## PROBLEM
Below is a block of records: output all of them exactly and leave out the pictures.

── INPUT DATA

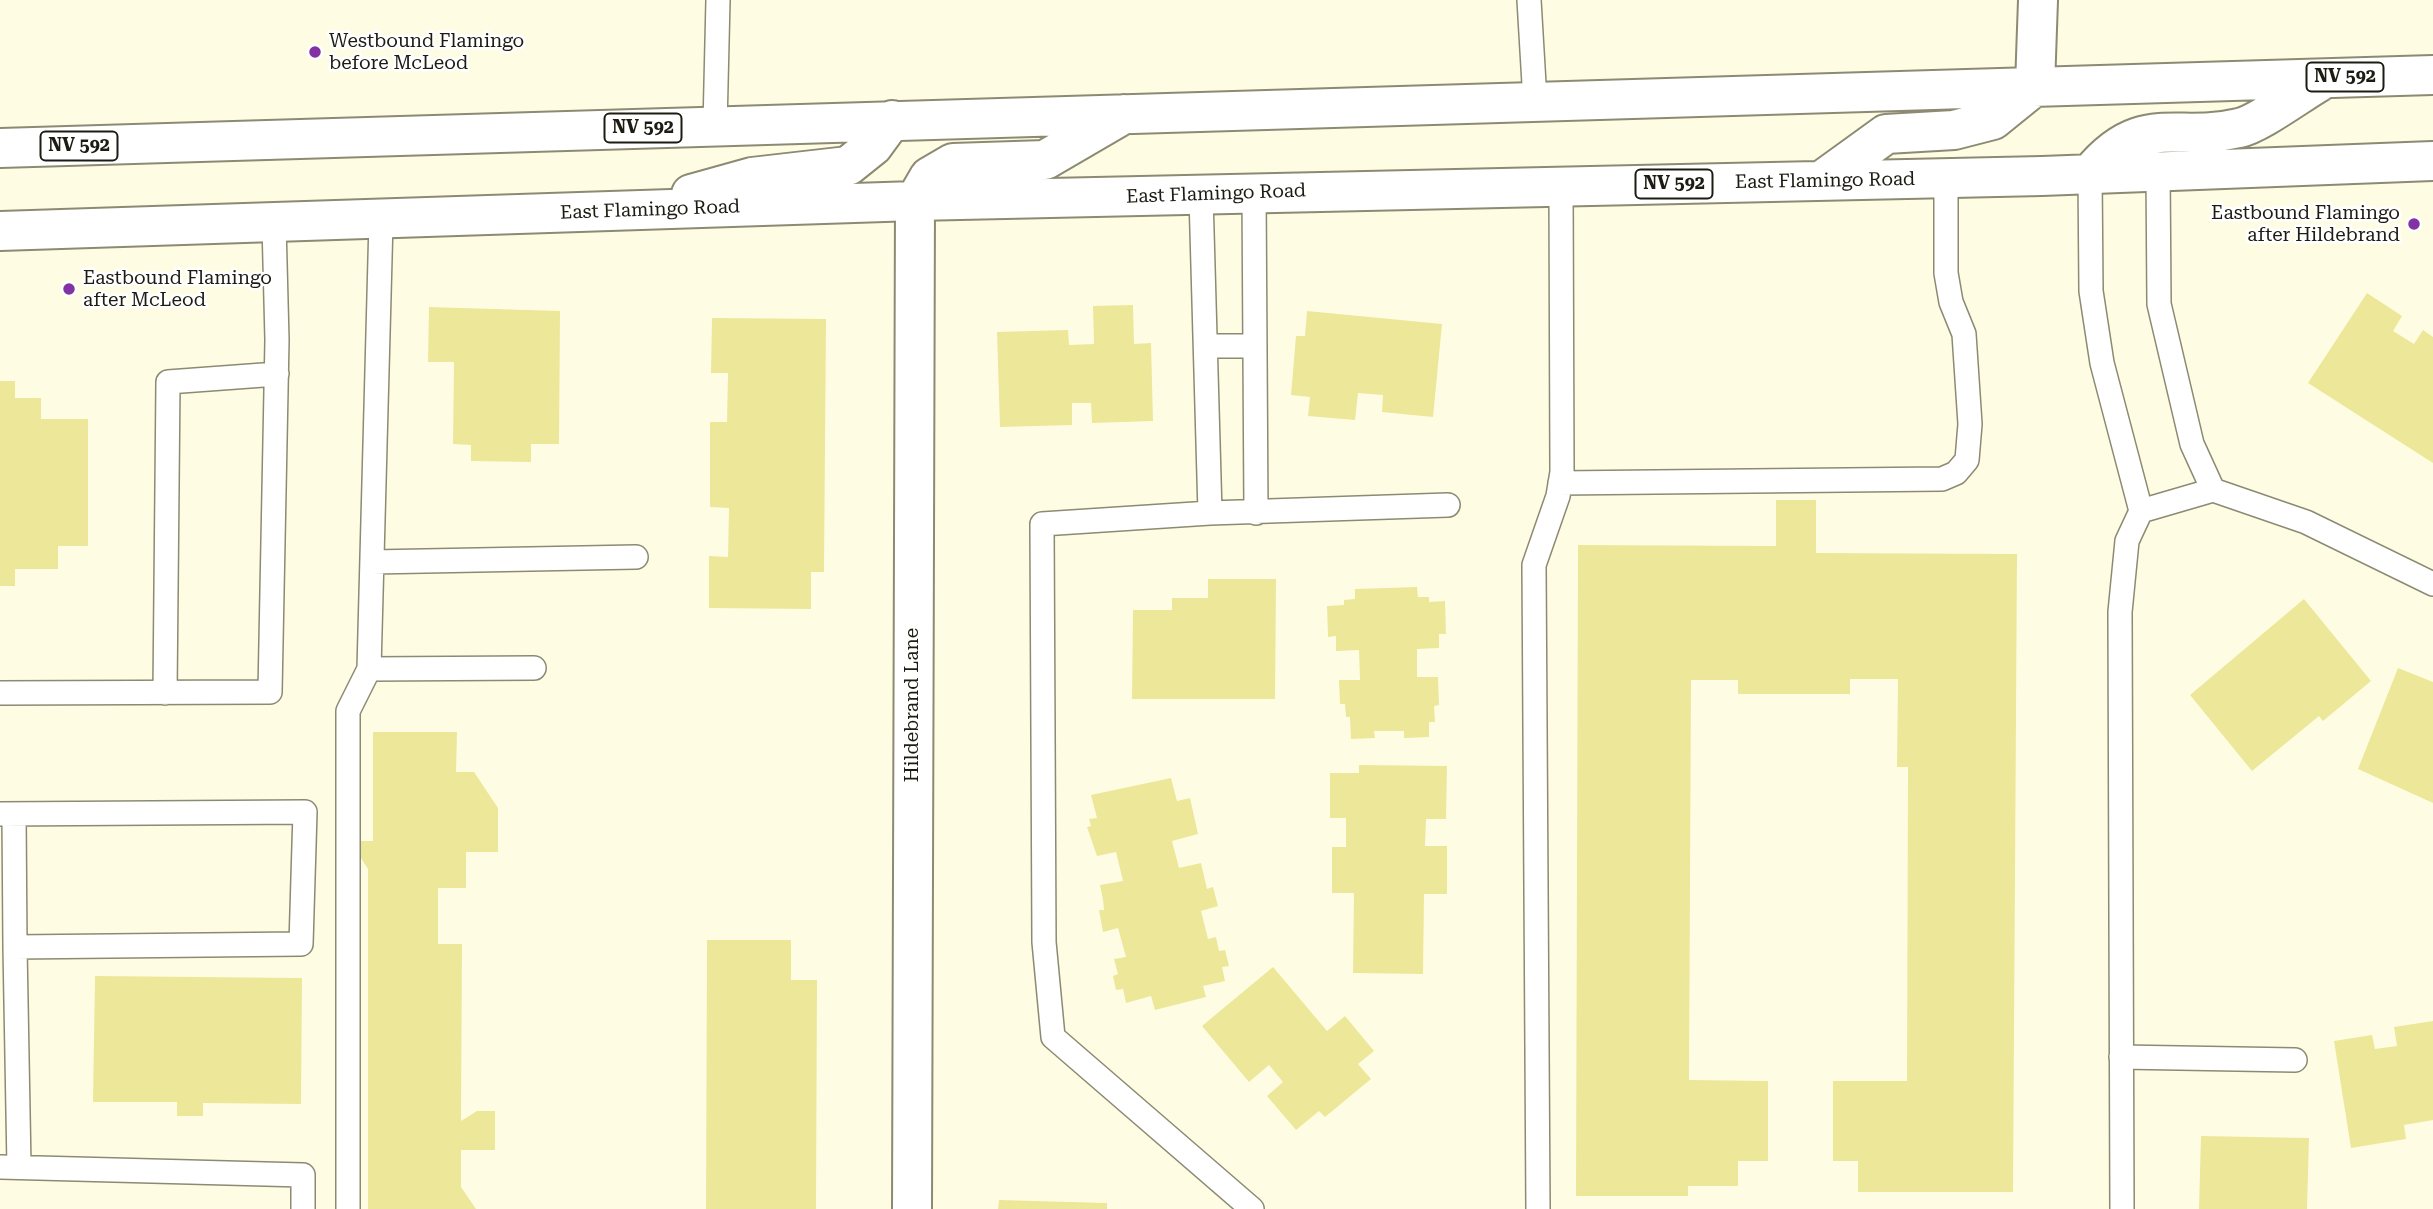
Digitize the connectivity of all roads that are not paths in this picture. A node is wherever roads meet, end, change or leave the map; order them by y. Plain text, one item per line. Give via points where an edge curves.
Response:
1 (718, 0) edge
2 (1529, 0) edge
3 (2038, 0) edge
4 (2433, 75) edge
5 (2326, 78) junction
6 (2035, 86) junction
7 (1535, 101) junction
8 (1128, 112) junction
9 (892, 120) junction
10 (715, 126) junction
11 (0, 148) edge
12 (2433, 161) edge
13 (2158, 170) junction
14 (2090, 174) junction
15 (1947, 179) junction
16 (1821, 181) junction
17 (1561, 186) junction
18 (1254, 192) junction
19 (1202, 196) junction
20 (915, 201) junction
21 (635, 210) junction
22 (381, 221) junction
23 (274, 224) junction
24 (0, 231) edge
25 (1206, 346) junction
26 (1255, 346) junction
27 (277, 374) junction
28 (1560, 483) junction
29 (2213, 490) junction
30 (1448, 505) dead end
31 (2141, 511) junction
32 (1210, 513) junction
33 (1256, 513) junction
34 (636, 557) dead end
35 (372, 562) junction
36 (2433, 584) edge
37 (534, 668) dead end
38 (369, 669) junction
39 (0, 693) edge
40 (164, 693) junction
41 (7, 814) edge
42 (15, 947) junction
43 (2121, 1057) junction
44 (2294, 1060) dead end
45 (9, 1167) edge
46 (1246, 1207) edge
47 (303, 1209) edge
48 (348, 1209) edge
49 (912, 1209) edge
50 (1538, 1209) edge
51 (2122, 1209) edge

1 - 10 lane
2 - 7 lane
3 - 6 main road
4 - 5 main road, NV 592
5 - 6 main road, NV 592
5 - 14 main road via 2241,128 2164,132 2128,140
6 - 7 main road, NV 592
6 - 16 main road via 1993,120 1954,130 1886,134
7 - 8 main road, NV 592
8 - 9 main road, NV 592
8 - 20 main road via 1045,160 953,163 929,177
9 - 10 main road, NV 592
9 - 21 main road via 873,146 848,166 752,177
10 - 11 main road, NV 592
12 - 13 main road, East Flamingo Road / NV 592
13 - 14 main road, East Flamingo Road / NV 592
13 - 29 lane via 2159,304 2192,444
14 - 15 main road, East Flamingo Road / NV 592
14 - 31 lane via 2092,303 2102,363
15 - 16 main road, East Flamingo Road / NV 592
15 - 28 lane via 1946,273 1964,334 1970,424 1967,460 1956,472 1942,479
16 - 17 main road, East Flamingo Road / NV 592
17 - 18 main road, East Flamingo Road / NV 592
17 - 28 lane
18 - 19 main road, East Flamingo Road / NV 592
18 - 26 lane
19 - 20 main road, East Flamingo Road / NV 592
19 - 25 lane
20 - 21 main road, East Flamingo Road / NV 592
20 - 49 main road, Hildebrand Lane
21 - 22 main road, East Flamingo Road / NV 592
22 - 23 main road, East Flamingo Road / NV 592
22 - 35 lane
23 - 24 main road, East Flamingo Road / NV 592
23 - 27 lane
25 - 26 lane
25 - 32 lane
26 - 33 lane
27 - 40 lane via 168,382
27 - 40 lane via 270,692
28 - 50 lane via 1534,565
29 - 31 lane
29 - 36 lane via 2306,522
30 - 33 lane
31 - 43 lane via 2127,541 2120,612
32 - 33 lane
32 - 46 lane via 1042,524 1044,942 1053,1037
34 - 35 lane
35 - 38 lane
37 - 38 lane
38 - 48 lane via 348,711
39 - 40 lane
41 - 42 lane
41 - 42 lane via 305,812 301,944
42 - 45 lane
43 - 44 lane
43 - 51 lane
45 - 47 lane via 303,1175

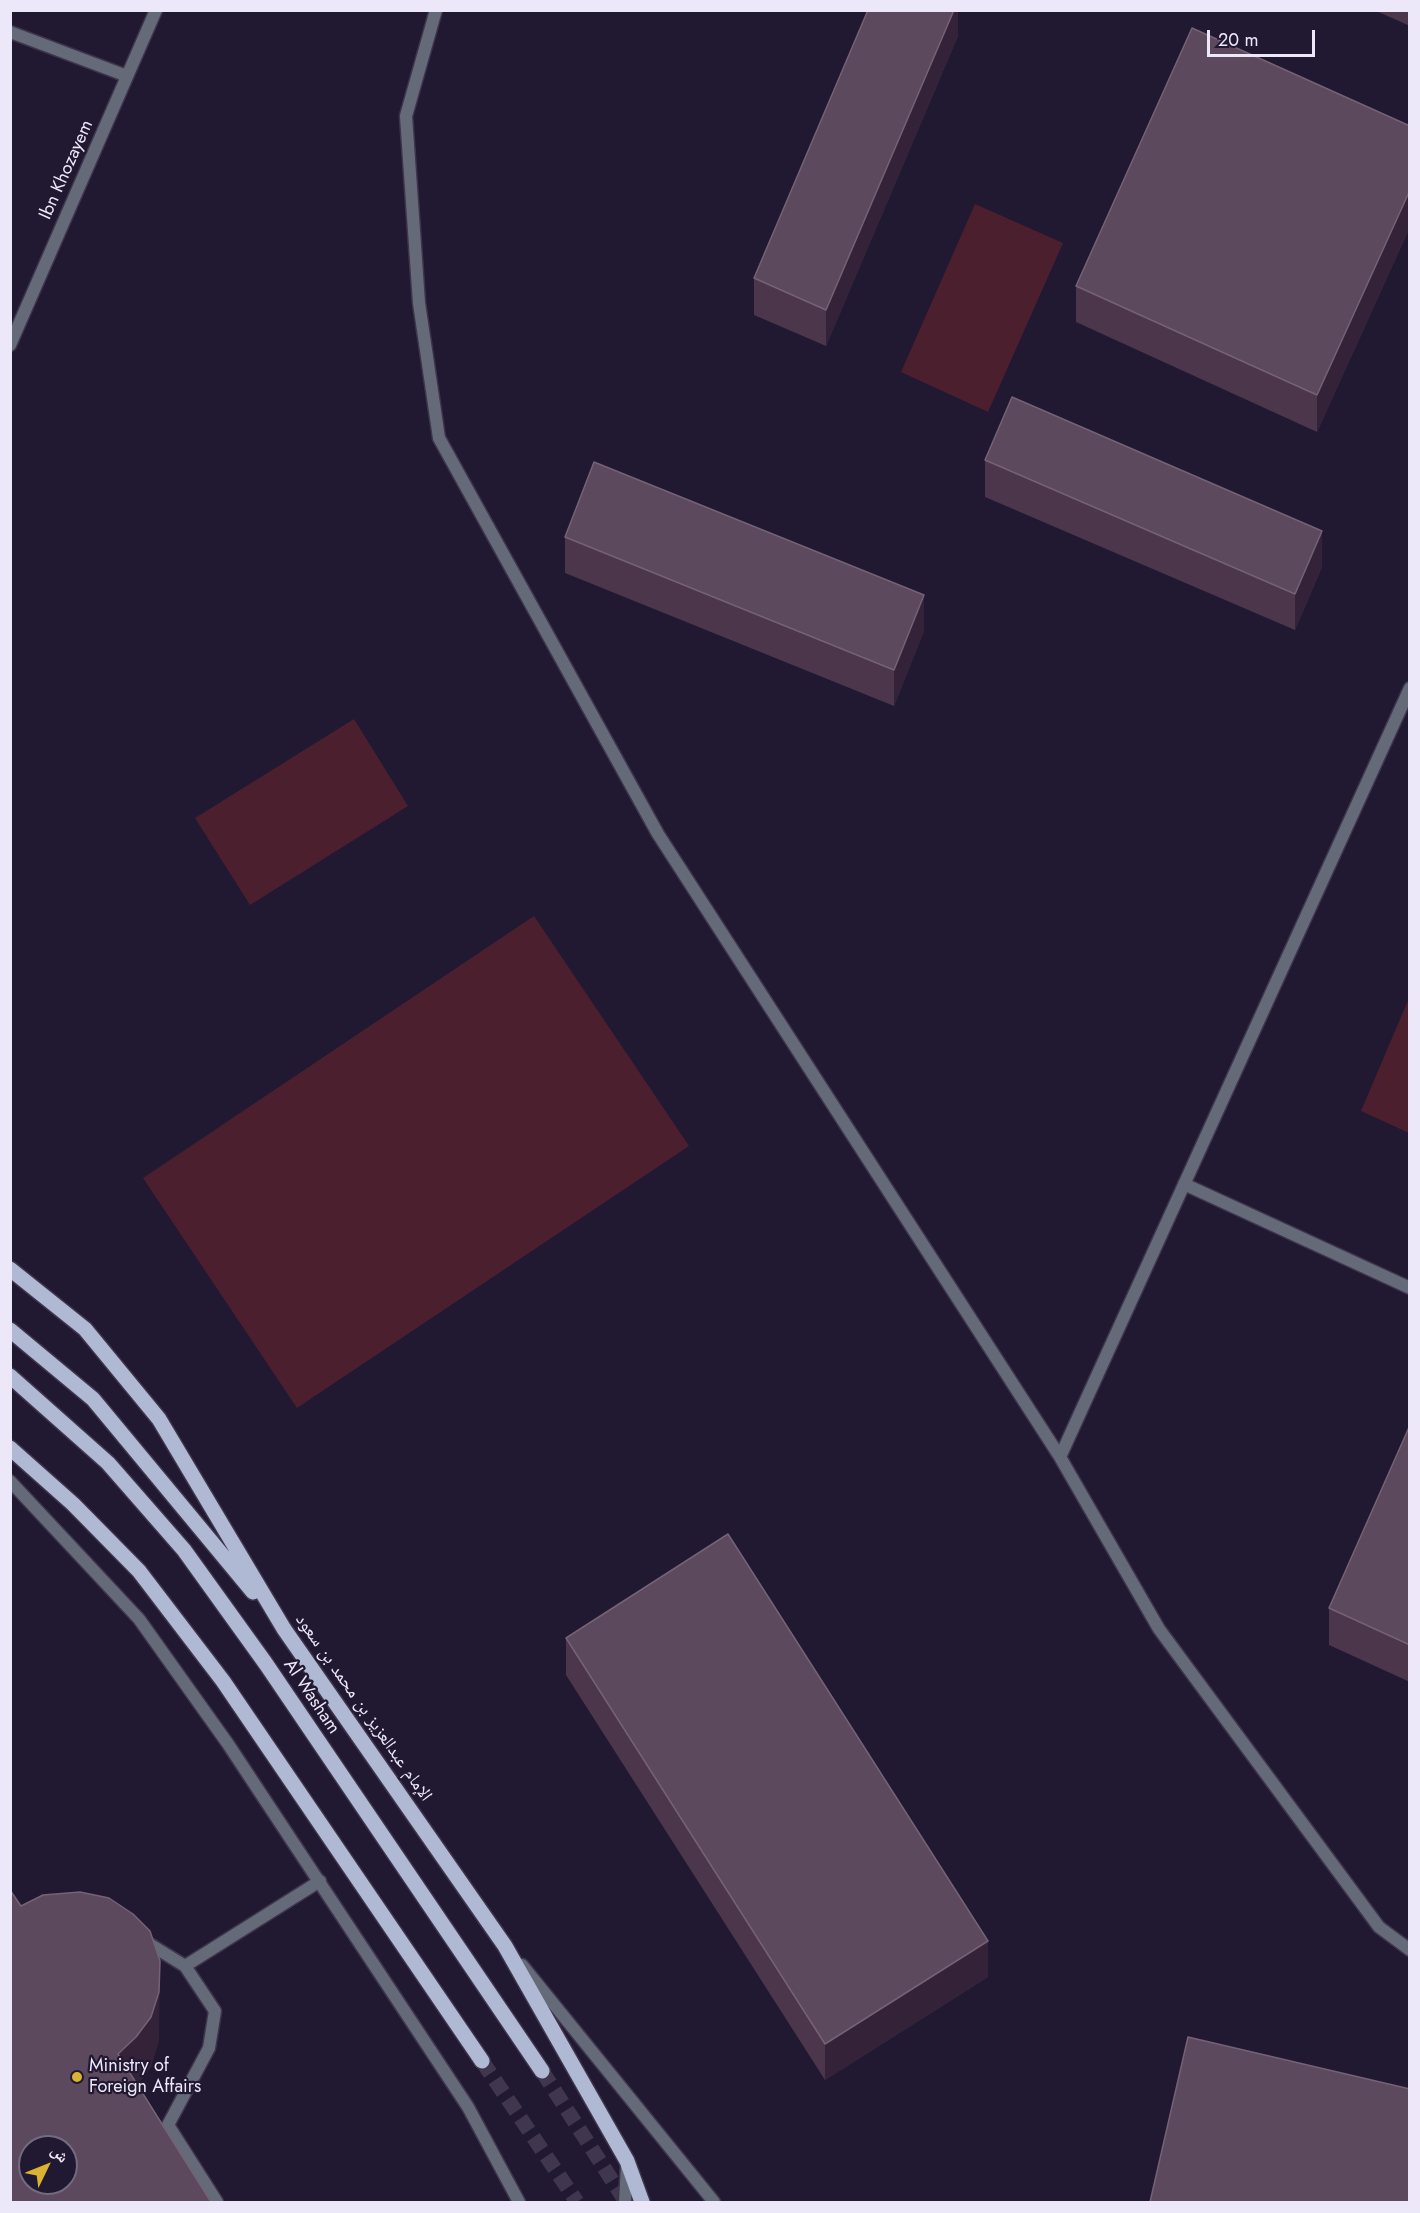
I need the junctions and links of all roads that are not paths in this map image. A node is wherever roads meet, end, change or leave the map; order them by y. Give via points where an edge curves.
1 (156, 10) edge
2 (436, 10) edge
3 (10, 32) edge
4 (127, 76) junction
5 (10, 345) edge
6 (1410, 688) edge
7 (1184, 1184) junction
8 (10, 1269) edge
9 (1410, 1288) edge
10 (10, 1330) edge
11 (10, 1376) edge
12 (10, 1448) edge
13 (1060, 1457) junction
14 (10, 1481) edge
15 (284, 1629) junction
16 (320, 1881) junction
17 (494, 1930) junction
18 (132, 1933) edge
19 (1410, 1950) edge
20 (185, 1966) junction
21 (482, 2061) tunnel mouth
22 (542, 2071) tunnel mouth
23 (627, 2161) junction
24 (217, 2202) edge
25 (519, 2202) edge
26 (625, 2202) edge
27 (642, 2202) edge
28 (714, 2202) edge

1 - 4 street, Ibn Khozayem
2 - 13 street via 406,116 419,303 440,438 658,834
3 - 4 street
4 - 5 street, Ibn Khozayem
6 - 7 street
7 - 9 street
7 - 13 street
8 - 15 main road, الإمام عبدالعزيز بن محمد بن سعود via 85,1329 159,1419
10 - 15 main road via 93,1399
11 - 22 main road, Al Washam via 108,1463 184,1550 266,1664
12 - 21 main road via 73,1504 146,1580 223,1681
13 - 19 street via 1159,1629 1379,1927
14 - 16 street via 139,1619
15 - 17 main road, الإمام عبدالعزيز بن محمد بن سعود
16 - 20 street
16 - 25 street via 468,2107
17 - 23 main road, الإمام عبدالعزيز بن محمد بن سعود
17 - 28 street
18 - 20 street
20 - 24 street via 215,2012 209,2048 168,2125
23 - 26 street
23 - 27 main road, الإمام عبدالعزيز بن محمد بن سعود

────

## YOUR SOLUTION
Digitize the connectivity of all roads that are not paths in this picture. A node is wherever roads meet, end, change or leave the map; order them by y. Plain text, one item per line. Give via points where an edge curves.
Response:
1 (718, 0) edge
2 (1529, 0) edge
3 (2038, 0) edge
4 (2433, 75) edge
5 (2326, 78) junction
6 (2035, 86) junction
7 (1535, 101) junction
8 (1128, 112) junction
9 (892, 120) junction
10 (715, 126) junction
11 (0, 148) edge
12 (2433, 161) edge
13 (2158, 170) junction
14 (2090, 174) junction
15 (1947, 179) junction
16 (1821, 181) junction
17 (1561, 186) junction
18 (1254, 192) junction
19 (1202, 196) junction
20 (915, 201) junction
21 (635, 210) junction
22 (381, 221) junction
23 (274, 224) junction
24 (0, 231) edge
25 (1206, 346) junction
26 (1255, 346) junction
27 (277, 374) junction
28 (1560, 483) junction
29 (2213, 490) junction
30 (1448, 505) dead end
31 (2141, 511) junction
32 (1210, 513) junction
33 (1256, 513) junction
34 (636, 557) dead end
35 (372, 562) junction
36 (2433, 584) edge
37 (534, 668) dead end
38 (369, 669) junction
39 (0, 693) edge
40 (164, 693) junction
41 (7, 814) edge
42 (15, 947) junction
43 (2121, 1057) junction
44 (2294, 1060) dead end
45 (9, 1167) edge
46 (1246, 1207) edge
47 (303, 1209) edge
48 (348, 1209) edge
49 (912, 1209) edge
50 (1538, 1209) edge
51 (2122, 1209) edge

1 - 10 lane
2 - 7 lane
3 - 6 main road
4 - 5 main road, NV 592
5 - 6 main road, NV 592
5 - 14 main road via 2241,128 2164,132 2128,140
6 - 7 main road, NV 592
6 - 16 main road via 1993,120 1954,130 1886,134
7 - 8 main road, NV 592
8 - 9 main road, NV 592
8 - 20 main road via 1045,160 953,163 929,177
9 - 10 main road, NV 592
9 - 21 main road via 873,146 848,166 752,177
10 - 11 main road, NV 592
12 - 13 main road, East Flamingo Road / NV 592
13 - 14 main road, East Flamingo Road / NV 592
13 - 29 lane via 2159,304 2192,444
14 - 15 main road, East Flamingo Road / NV 592
14 - 31 lane via 2092,303 2102,363
15 - 16 main road, East Flamingo Road / NV 592
15 - 28 lane via 1946,273 1964,334 1970,424 1967,460 1956,472 1942,479
16 - 17 main road, East Flamingo Road / NV 592
17 - 18 main road, East Flamingo Road / NV 592
17 - 28 lane
18 - 19 main road, East Flamingo Road / NV 592
18 - 26 lane
19 - 20 main road, East Flamingo Road / NV 592
19 - 25 lane
20 - 21 main road, East Flamingo Road / NV 592
20 - 49 main road, Hildebrand Lane
21 - 22 main road, East Flamingo Road / NV 592
22 - 23 main road, East Flamingo Road / NV 592
22 - 35 lane
23 - 24 main road, East Flamingo Road / NV 592
23 - 27 lane
25 - 26 lane
25 - 32 lane
26 - 33 lane
27 - 40 lane via 168,382
27 - 40 lane via 270,692
28 - 50 lane via 1534,565
29 - 31 lane
29 - 36 lane via 2306,522
30 - 33 lane
31 - 43 lane via 2127,541 2120,612
32 - 33 lane
32 - 46 lane via 1042,524 1044,942 1053,1037
34 - 35 lane
35 - 38 lane
37 - 38 lane
38 - 48 lane via 348,711
39 - 40 lane
41 - 42 lane
41 - 42 lane via 305,812 301,944
42 - 45 lane
43 - 44 lane
43 - 51 lane
45 - 47 lane via 303,1175

I need the junctions and links of all roads that are not paths in this map image. A node is wherever roads meet, end, change or leave the map; order them by y. Give via points where an edge curves.
1 (156, 10) edge
2 (436, 10) edge
3 (10, 32) edge
4 (127, 76) junction
5 (10, 345) edge
6 (1410, 688) edge
7 (1184, 1184) junction
8 (10, 1269) edge
9 (1410, 1288) edge
10 (10, 1330) edge
11 (10, 1376) edge
12 (10, 1448) edge
13 (1060, 1457) junction
14 (10, 1481) edge
15 (284, 1629) junction
16 (320, 1881) junction
17 (494, 1930) junction
18 (132, 1933) edge
19 (1410, 1950) edge
20 (185, 1966) junction
21 (482, 2061) tunnel mouth
22 (542, 2071) tunnel mouth
23 (627, 2161) junction
24 (217, 2202) edge
25 (519, 2202) edge
26 (625, 2202) edge
27 (642, 2202) edge
28 (714, 2202) edge

1 - 4 street, Ibn Khozayem
2 - 13 street via 406,116 419,303 440,438 658,834
3 - 4 street
4 - 5 street, Ibn Khozayem
6 - 7 street
7 - 9 street
7 - 13 street
8 - 15 main road, الإمام عبدالعزيز بن محمد بن سعود via 85,1329 159,1419
10 - 15 main road via 93,1399
11 - 22 main road, Al Washam via 108,1463 184,1550 266,1664
12 - 21 main road via 73,1504 146,1580 223,1681
13 - 19 street via 1159,1629 1379,1927
14 - 16 street via 139,1619
15 - 17 main road, الإمام عبدالعزيز بن محمد بن سعود
16 - 20 street
16 - 25 street via 468,2107
17 - 23 main road, الإمام عبدالعزيز بن محمد بن سعود
17 - 28 street
18 - 20 street
20 - 24 street via 215,2012 209,2048 168,2125
23 - 26 street
23 - 27 main road, الإمام عبدالعزيز بن محمد بن سعود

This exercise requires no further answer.